Until the local governments start to concentrate on the current residents rather than their own agendas, this will only get worse.




always right
Registered user
Sylvan Park
on Mar 12, 2019 at 4:29 pm
always right, Sylvan Park
Registered user
on Mar 12, 2019 at 4:29 pm
14 people like this

If it doesn’t have $$$$$$$$$ in it for Mountain View. They don’t care.


Sarah A.
Registered user
Old Mountain View
on Mar 12, 2019 at 5:10 pm
Sarah A., Old Mountain View
Registered user
on Mar 12, 2019 at 5:10 pm
5 people like this

My car (also a Tesla) has been broken into 3 times in this same lot. But we need to be fair to our MVPD. They have been extremely helpful, but there is nothing they can do. These guys are fast. I caught them on camera once, including a license plate number, but even that is not enough. The owner of the car involved in the crime can claim someone else borrowed it, and they can't prove it without a face ID which is hard to get through a car windshield.

The best thing we can do as citizens in the community is to all keep a careful watch on suspicious activity and call PD asap if we see anything. All three times my car was broken into, it was a busy time of day (dinner hour). People were likely around.

Nothing was in my car to invite them to break the window, and therefore nothing was stolen. I'm going to start leaving my trunk cover off so thieves can see there is nothing in the trunk. I suggest this to other Teslas owners. Use your frunk (front trunk) instead. Perhaps then the thieves will stop smashing windows to pop open our back trunks.


a MV resident
Registered user
Another Mountain View Neighborhood
on Mar 12, 2019 at 6:28 pm
a MV resident, Another Mountain View Neighborhood
Registered user
on Mar 12, 2019 at 6:28 pm
1 person likes this

The pattern of Teslas, perhaps it's the cars bluetooth or other signals that's making thieves think a laptop is in the car? Have you seen if your car is emitting any electronic signals? Some laptops still emit bluetooth when in sleep mode.


Sarah A.
Registered user
Old Mountain View
on Mar 12, 2019 at 7:49 pm
Sarah A., Old Mountain View
Registered user
on Mar 12, 2019 at 7:49 pm
8 people like this

MV Resident... good idea, but an electronic signal doesn't seem to be the issue. I had this theory also. But I watched the thieves in my security camera and they did not stop or scan the vehicles for signals. They came in from a distance, quickly ducked between the cars, smashed the window, reached through the broken window to pop the trunk down, then they reach in the trunk to see if there is anything inside. It takes no more than 20 seconds per vehicle.

I think they are targeting Teslas because it's easy to pop down the trunk.
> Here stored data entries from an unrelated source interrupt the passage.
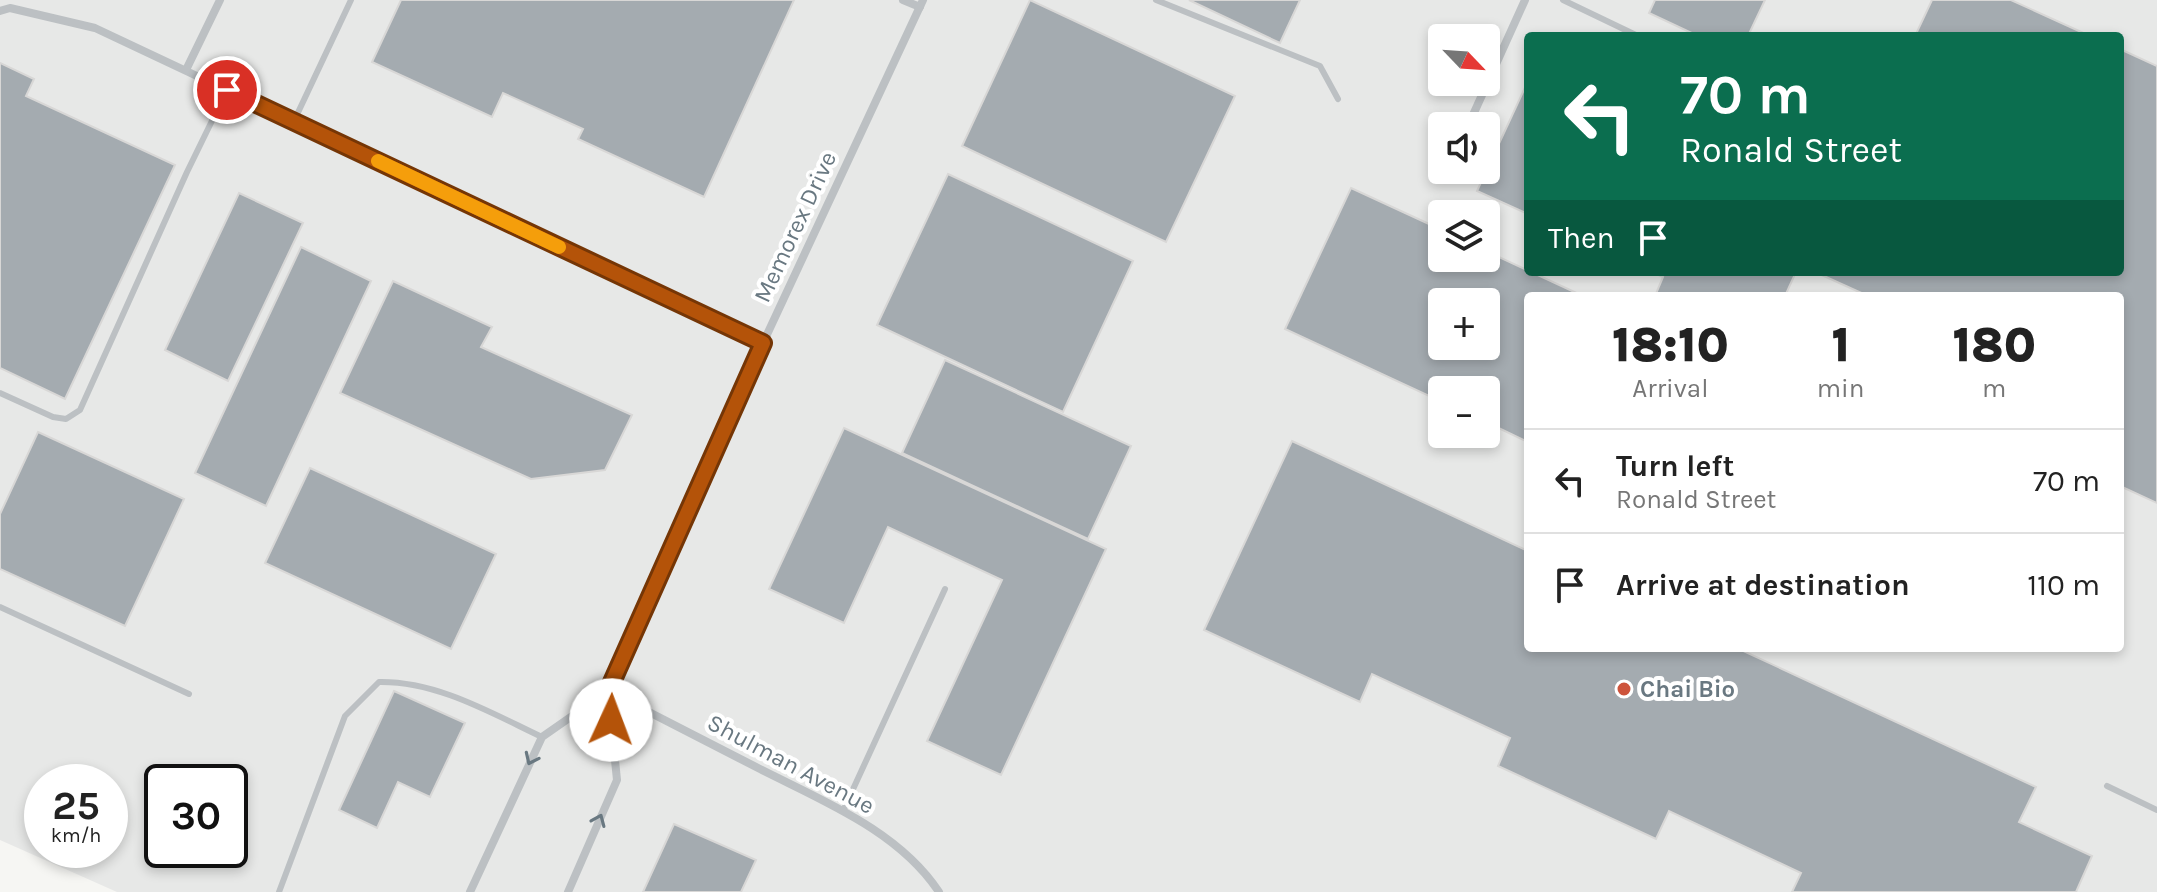 <!DOCTYPE html>
<meta charset="utf-8">
<style>
:root{--surface:#fff;--page:#f2f2f2;--text:#222;--muted:#767676;--line:#e0e0e0}
body{margin:0;font-family:Karla,sans-serif;background:var(--page);color:var(--text);height:100vh;display:flex;flex-direction:column;font-size:30px;white-space:nowrap}
*{box-sizing:border-box;margin:0}
p{font-size:26px;color:var(--muted)}
.icon{flex:none;width:44px;height:44px;fill:none;stroke:currentColor;stroke-width:2;stroke-linecap:round;stroke-linejoin:round}
.map{position:relative;flex:1;overflow:hidden}
.side{position:absolute;left:1524px;top:292px;width:600px;height:360px;display:flex;flex-direction:column;background:var(--surface);border-radius:8px;box-shadow:0 4px 12px #0003}
.side>*{flex:none}
.banner{position:absolute;left:1524px;top:32px;width:600px;height:244px;border-radius:8px;box-shadow:0 4px 12px #0003;background:#0b6e4f;color:#fff;overflow:hidden}
.needle{width:52px;rotate:115deg}
.fabs{position:absolute;left:1428px;top:24px;display:grid;gap:16px}
.fabs a{display:grid;place-items:center;width:72px;height:72px;border-radius:8px;background:var(--surface);box-shadow:0 4px 12px #0003;font-size:40px}
.speed{position:absolute;left:24px;top:764px;display:flex;gap:16px;font-size:40px;font-weight:700;text-align:center}
.speed>*{display:grid;place-content:center;width:104px;height:104px;border-radius:50%;background:var(--surface);box-shadow:0 4px 12px #0003;line-height:1}
.speed small{font-size:20px;font-weight:400}
.speed .limit{border:4px solid #111;border-radius:12px;background:#fff;color:#111}
.pin{position:absolute;display:grid;place-items:center;width:68px;height:68px;color:#fff;margin:-34px;border:4px solid #fff;border-radius:50%;box-shadow:0 2px 8px #0007}
.me{position:absolute;width:88px;margin:-44px;rotate:2deg;stroke-linejoin:round;filter:drop-shadow(0 0 6px #0008)}
.turn{display:flex;align-items:center;gap:28px;height:168px;padding:0 24px;font-size:36px}
.turn .icon{width:104px;height:104px;stroke-width:2.5}
.turn b{display:block;font-size:56px;line-height:68px}
.then{display:flex;align-items:center;height:76px;padding:0 24px;background:#0003;gap:16px;font-size:30px}
.eta{display:flex;justify-content:space-evenly;align-items:center;height:136px;text-align:center}
.eta b{font-size:48px;font-weight:800;line-height:56px}
ul{padding:0;list-style:none}
li{display:flex;align-items:center;gap:24px;height:104px;padding:0 24px;border-top:2px solid var(--line)}
li div{flex:1}
li b{display:block;font-size:30px}
li em{font-style:normal}
.map>svg:first-child{display:block}
.built{fill:#e7e8e7;fill-rule:evenodd}
.building{fill:#a4abb0;stroke:#d8d7d6;stroke-width:2;fill-rule:evenodd}
.lines{fill:none;stroke-linecap:round;stroke-linejoin:round}
.service{stroke:#bcc0c3;stroke-width:6}
.minor{stroke:#bcc0c3;stroke-width:8}
.oneway{stroke:#697881}
.route-casing{stroke:#753606;stroke-width:20}
.route{stroke:#b45309;stroke-width:14}
.slow{stroke:#f59e0b;stroke-width:14}
.poi-dot{fill:#cd543c;stroke:#fff;stroke-width:3}
.labels{text-anchor:middle;stroke-width:8;stroke-linejoin:round;paint-order:stroke}
.street-label{font-size:24px;fill:#697881;stroke:#fff}
.poi-label{font-size:24px;font-weight:bold;fill:#697881;stroke:#fff;text-anchor:start}
</style>
<div class="map">
<svg width="2157" height="892" viewBox="0 0 2157 892">
<rect width="100%" height="100%" fill="#f6f6f3"/>
<!-- built -->
<path class="built" d="M0,0h2157v892h-2040l-117,-52zM1528,36h592v236h-592zM1442,38h44v44h-44zM1442,126h44v44h-44zM1442,214h44v44h-44zM1528,296h592v352h-592zM1442,302h44v44h-44zM1442,390h44v44h-44zM42,782h68v68h-68zM162,782h68v68h-68z"/>
<!-- building -->
<g class="building">
<path d="M401,0h393l-90,197 -126,-58 5,-10 -80,-36 -11,24 -120,-55z"/>
<path d="M1030,0l205,96 -69,146 -204,-96z"/>
<path d="M1189,0h111l-20,43z"/>
<path d="M1655,0h110l-17,36h-50l-49,-23z"/>
<path d="M1932,0h79l79,36h-175z"/>
<path d="M2120,49l37,17v437l-37,-17v-190h-252l-53,-24h305z"/>
<path d="M0,63l34,16 -8,17 149,69 -110,234 -65,-31z"/>
<path d="M1528,81v133l-51,-23z"/>
<path d="M948,174l185,87 -70,151 -186,-87z"/>
<path d="M1351,188l91,42v28h44v-7l97,45h-55v146l-42,-20v-32h-44v12l-157,-73zM1442,302h44v44h-44z"/>
<path d="M239,193l64,30 -75,158 -63,-31z"/>
<path d="M301,247l70,34 -105,225 -71,-33z"/>
<path d="M1652,272h144l-11,24h-130l8,-19z"/>
<path d="M393,281l99,46 -11,20 151,68 -27,55 -74,9 -191,-86z"/>
<path d="M945,360l186,86 -43,93 -186,-86z"/>
<path d="M844,428l262,121 -105,226 -74,-34 75,-161 -114,-53 -44,96 -75,-34z"/>
<path d="M38,432l146,67 -59,127 -125,-57v-55z"/>
<path d="M1292,441l236,110v97h209l299,139 -17,35 73,34 -16,36h-284l9,-19 -132,-62 -13,28 -158,-73 12,-28 -138,-64 -12,28 -156,-72z"/>
<path d="M310,468l186,86 -45,95 -186,-86z"/>
<path d="M394,691l71,32 -35,74 -32,-15 -21,46 -38,-18z"/>
<path d="M674,824l82,36 -15,32h-98z"/>
</g>
<g class="lines">
<!-- service -->
<g class="service">
<path d="M1156,0l164,66 18,33"/>
<path d="M1563,0l75,36"/>
<path d="M294,121l57,-121"/>
<path d="M0,393l53,24 13,2 14,-9 107,-238 40,-82"/>
<path d="M0,607l189,87"/>
<path d="M2107,786l50,24"/>
<path d="M843,811l102,-222"/>
<path d="M279,892l66,-176 34,-34c58,-1 112,31 163,55"/>
</g>
<!-- minor -->
<g class="minor">
<path d="M903,0l17,7"/>
<path d="M0,11l10,-3 85,20 668,315"/>
<path d="M186,70l34,-70"/>
<path d="M1468,126l57,-126"/>
<path d="M1444,178l4,-8"/>
<path d="M608,691c51,26 102,52 152,78 63,32 139,62 179,123"/>
<path d="M470,892l72,-155 66,-46"/>
<path d="M568,892l49,-112 -9,-89 155,-348 160,-343"/>
</g>
</g>
<!-- one-way arrows -->
<defs><path id="oneway-chevron" d="M-2-3.5L2.5 0L-2 3.5" fill="none" stroke-width="1.6" stroke-linecap="round" stroke-linejoin="round" transform="scale(2)"/></defs>
<g class="oneway">
<use href="#oneway-chevron" transform="translate(531 759) rotate(115)"/>
<use href="#oneway-chevron" transform="translate(599 820) rotate(-67)"/>
</g>
<g class="lines">
<!-- route casing -->
<g class="route-casing">
<path id="route" d="M227,90l536,253 -155,348 3,29"/>
</g>
<!-- route -->
<use href="#route" class="route"/>
<!-- slow -->
<path class="slow" d="M378,161l181,86"/>
</g>
<!-- markers -->
<circle class="poi-dot" cx="1624" cy="689" r="8"/>
<g class="labels">
<!-- street labels -->
<g class="street-label">
<text transform="translate(795 227) rotate(-65)" y="8">Memorex Drive</text>
<text transform="translate(791 764) rotate(28)" y="8">Shulman Avenue</text>
</g>
<!-- poi labels -->
<g class="poi-label">
<text x="1640" y="697">Chai Bio</text>
</g>
</g>
</svg>
<div class="fabs">
<a><svg class="needle" viewBox="-14 -14 28 28"><path d="M0-13l5 13h-10z" fill="#e53935"/><path d="M0 13l5-13h-10z" fill="#767676"/></svg></a>
<a><svg class="icon" aria-label="sound" viewBox="0 0 24 24"><path d="M4 9h4l5-4v14l-5-4H4zM17 9q2 3 0 6"/></svg></a>
<a><svg class="icon" aria-label="layers" viewBox="0 0 24 24"><path d="M12 4l9 5-9 5-9-5zM3 14l9 5 9-5"/></svg></a>
<a>+</a>
<a>−</a>
</div>
<div class="speed"><div>25<small>km/h</small></div><div class="limit">30</div></div>
<div class="pin" style="left:227px;top:90px;background:#d93025"><svg class="icon" aria-label="arrive" viewBox="0 0 24 24"><path d="M6 21V4h12l-3 4 3 4H6"/></svg></div>
<svg class="me" style="left:611px;top:720px" viewBox="-20 -20 40 40"><circle r="19" fill="#fff"/><path d="M0-13L10 11 0 6-10 11z" fill="#b45309"/></svg>
<div class="banner">
<div class="turn"><svg class="icon" aria-label="left" viewBox="0 0 24 24"><path d="M17 20v-9H6M10 6l-5 5 5 5"/></svg><div><b>70 m</b>Ronald Street</div></div>
<div class="then">Then<svg class="icon" aria-label="arrive" viewBox="0 0 24 24"><path d="M6 21V4h12l-3 4 3 4H6"/></svg></div>
</div>
<section class="side">
<div class="eta">
<div><b>18:10</b><p>Arrival</p></div>
<div><b>1</b><p>min</p></div>
<div><b>180</b><p>m</p></div>
</div>
<ul>
<li><svg class="icon" aria-label="left" viewBox="0 0 24 24"><path d="M17 20v-9H6M10 6l-5 5 5 5"/></svg><div><b>Turn left</b><p>Ronald Street</p></div><em>70 m</em></li>
<li><svg class="icon" aria-label="arrive" viewBox="0 0 24 24"><path d="M6 21V4h12l-3 4 3 4H6"/></svg><div><b>Arrive at destination</b></div><em>110 m</em></li>
</ul>
</section>
</div>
The newer models now have any-theft for broken windows. I'll look into a third party device to put on the windows of my older Tesla.

Also, there has never been a laptop or other electronics (on or off) in my vehicle.

It was pointed out to me that I might have been too kind in my comments to the PD. 622 auto burglaries is far too many. It is going to start hurting our businesses because people will be afraid to come to Mtn View. It should be taken seriously in an innovative way. Each time my window is broken, it cost around $1k to fix. Add lost contents that people may have, and this is a $1m/year dollar issue.


Mtn View Mom
Registered user
Shoreline West
on Mar 12, 2019 at 9:03 pm
Mtn View Mom, Shoreline West
Registered user
on Mar 12, 2019 at 9:03 pm
10 people like this

In the last year our car (and several other cars in the SWAN neighborhood) was broken into. Also, someone cut a chain and stole new bike in broad daylight as we shopped at the Farmers Market. So frustrating that the police can’t do anything.

A good friend from Menlo Park parked her Tesla in the Smart and Final parking lot and it was broken into in the middle of the day. Some customers from Burger King caught the license plate number of the escaping thief and reported it to the MVPD and they STILL did nothing. So infuriating! I can’t underdtand why they can’t follow up and investigate this.

The issue is becoming so well known that MV police don’t investigate crime that it may be attracting more theft.